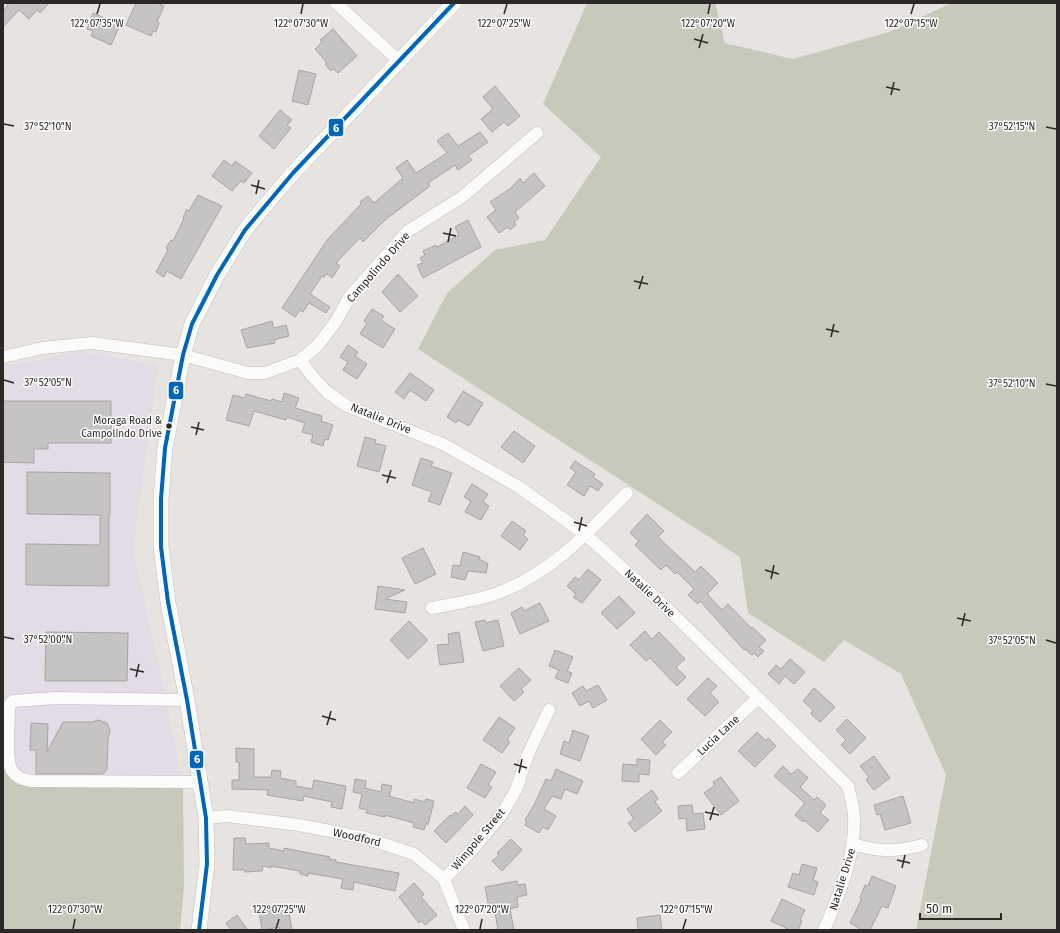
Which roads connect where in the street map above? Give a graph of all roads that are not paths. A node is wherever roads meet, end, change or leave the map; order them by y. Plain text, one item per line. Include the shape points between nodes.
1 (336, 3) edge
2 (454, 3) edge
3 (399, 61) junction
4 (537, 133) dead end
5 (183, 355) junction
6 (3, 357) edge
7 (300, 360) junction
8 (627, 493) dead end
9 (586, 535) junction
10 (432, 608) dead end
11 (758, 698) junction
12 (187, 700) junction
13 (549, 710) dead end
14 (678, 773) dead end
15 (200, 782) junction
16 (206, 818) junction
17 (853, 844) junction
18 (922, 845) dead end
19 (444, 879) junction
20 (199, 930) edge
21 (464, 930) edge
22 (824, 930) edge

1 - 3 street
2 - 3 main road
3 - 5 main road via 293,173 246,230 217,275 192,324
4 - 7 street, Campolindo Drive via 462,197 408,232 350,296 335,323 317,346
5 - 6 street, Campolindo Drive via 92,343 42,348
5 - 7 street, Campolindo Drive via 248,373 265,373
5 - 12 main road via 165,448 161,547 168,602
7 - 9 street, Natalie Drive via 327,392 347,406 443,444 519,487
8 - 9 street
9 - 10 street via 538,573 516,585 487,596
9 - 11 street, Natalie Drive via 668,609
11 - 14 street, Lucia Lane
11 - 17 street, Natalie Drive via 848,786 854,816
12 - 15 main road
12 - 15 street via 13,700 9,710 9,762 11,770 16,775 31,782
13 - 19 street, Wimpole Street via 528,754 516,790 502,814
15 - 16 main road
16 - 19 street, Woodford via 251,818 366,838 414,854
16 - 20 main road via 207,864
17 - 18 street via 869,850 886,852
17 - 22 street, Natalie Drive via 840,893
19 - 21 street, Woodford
---
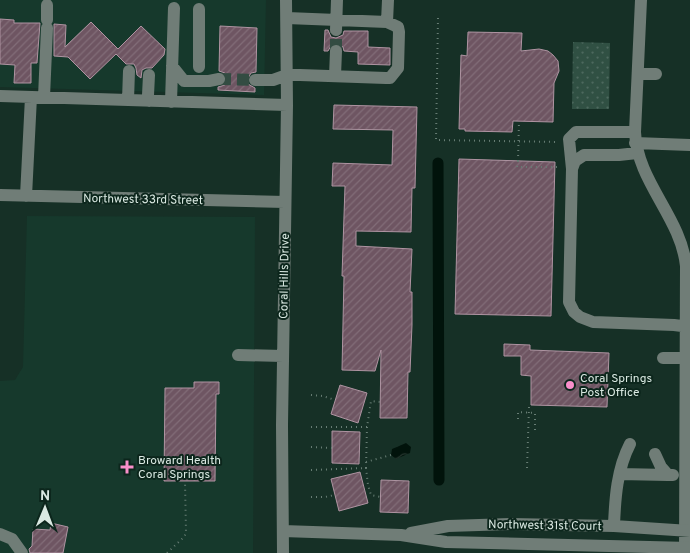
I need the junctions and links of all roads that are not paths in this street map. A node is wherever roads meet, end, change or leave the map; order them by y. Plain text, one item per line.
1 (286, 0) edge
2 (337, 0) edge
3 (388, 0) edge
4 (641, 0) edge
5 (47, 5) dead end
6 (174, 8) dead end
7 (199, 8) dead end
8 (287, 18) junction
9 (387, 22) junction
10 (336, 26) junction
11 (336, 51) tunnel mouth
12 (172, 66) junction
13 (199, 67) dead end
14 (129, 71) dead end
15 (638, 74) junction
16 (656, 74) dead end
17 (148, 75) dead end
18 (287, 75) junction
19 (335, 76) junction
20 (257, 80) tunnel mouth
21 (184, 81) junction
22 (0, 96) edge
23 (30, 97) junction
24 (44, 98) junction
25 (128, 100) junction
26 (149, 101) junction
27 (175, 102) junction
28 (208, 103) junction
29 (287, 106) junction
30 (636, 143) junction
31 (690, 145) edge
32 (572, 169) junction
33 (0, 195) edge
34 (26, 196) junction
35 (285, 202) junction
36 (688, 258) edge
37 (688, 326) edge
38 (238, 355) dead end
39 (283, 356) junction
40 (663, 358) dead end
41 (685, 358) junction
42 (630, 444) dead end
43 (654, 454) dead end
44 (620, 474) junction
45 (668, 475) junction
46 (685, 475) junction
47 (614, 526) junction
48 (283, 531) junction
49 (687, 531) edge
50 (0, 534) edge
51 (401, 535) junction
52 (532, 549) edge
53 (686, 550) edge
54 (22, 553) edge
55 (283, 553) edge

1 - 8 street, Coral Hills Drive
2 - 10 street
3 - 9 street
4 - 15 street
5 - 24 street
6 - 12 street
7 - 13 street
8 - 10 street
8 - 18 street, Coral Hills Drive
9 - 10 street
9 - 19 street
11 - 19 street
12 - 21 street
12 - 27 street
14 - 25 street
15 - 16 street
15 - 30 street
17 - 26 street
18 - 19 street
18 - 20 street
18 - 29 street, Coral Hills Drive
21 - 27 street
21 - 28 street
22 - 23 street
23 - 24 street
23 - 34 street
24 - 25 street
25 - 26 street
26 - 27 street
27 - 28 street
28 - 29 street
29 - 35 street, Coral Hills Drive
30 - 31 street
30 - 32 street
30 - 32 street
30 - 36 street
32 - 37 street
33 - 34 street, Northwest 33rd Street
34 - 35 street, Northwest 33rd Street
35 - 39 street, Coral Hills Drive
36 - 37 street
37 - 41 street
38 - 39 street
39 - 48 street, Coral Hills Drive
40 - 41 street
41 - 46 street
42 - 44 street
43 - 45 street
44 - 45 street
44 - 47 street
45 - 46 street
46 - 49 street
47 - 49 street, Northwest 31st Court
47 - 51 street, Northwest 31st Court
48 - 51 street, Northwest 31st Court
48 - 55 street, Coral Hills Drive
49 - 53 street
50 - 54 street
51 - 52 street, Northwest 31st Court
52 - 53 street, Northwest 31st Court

> **Your goal**: Using the listing above, show each line with the word "order" in it.

> **Task solution**:
Which roads connect where in the street map above? Give a graph of all roads that are not paths. A node is wherever roads meet, end, change or leave the map; order them by y. Plain text, one item per line. Include the shape points between nodes.
I need the junctions and links of all roads that are not paths in this street map. A node is wherever roads meet, end, change or leave the map; order them by y. Plain text, one item per line.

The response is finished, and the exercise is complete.